The years before the French Revolution (which started in 1789 AD.) were ones of vast, unexpected change and confusion. One of the changes was the decline of the power of the nobles, which had a severe impact on the loyalty of some of the nobles to King Louis XVI. Another change was the increasing power of the newly established middle class, which would result in the monarchy becoming obsolete. The angry and easily manipulated peasants, who were used by the bourgeoisie for their own benefit were another significant change, and finally the decline of the traditional monarchy, that for so long had ruled, were all factors to the main point that the French Revolution was caused by a political base, with social disorder and economic instability contributing to the upheaval. All of the sub-factors relate with one-another, but are separate in their own ways.

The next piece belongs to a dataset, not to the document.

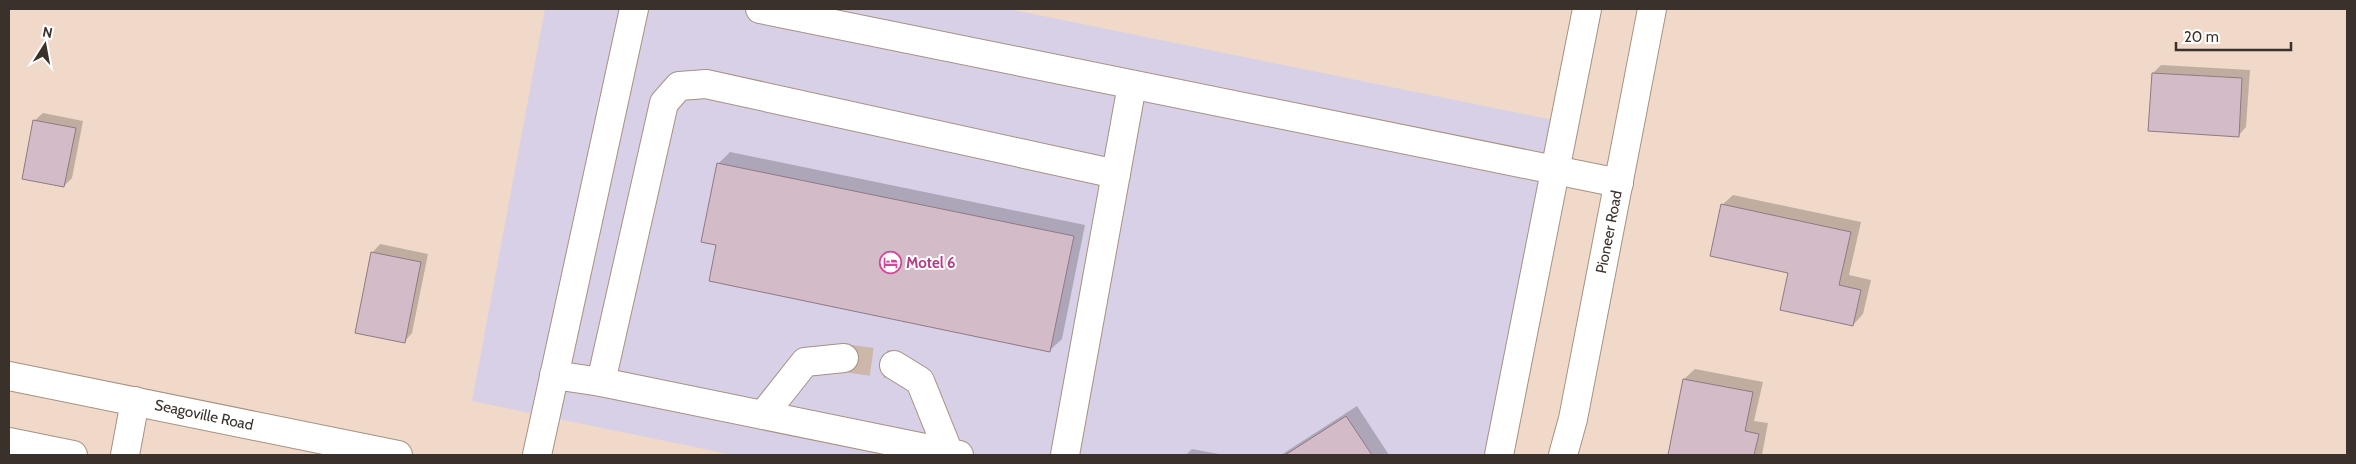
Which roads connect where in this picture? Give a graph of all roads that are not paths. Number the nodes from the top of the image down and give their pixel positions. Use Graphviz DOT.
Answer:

For centuries, the French noble was well set in society. He found prosperity and security in the old regime, and all he had to do was pay homage to the king, and provide the king with his services. This all came to a gradual stop, however beginning with the loss of the noble's power over their own land at the hands of Louis XIV.1 This was the foundation of the revolte nobiliaire in the fact that it formed a basis of mistrust, and anger for the monarch.2 In that time the feudal system was still being practiced, so social status was based on the amount of land you could attain. With no land, the nobles saw themselves to be as common as the common folk. Even in their arrogance they saw that they were losing power. The next blow to the pride of the nobles came from Louis XV, who passed a bill to let wealthy commoners purchase prominent spots in political and social positions. This event shows how corrupt and money hungry the government had become, by letting anyone get high up in the political chain just by feeding the gluttonous king. The next king, Louis XVI saw that...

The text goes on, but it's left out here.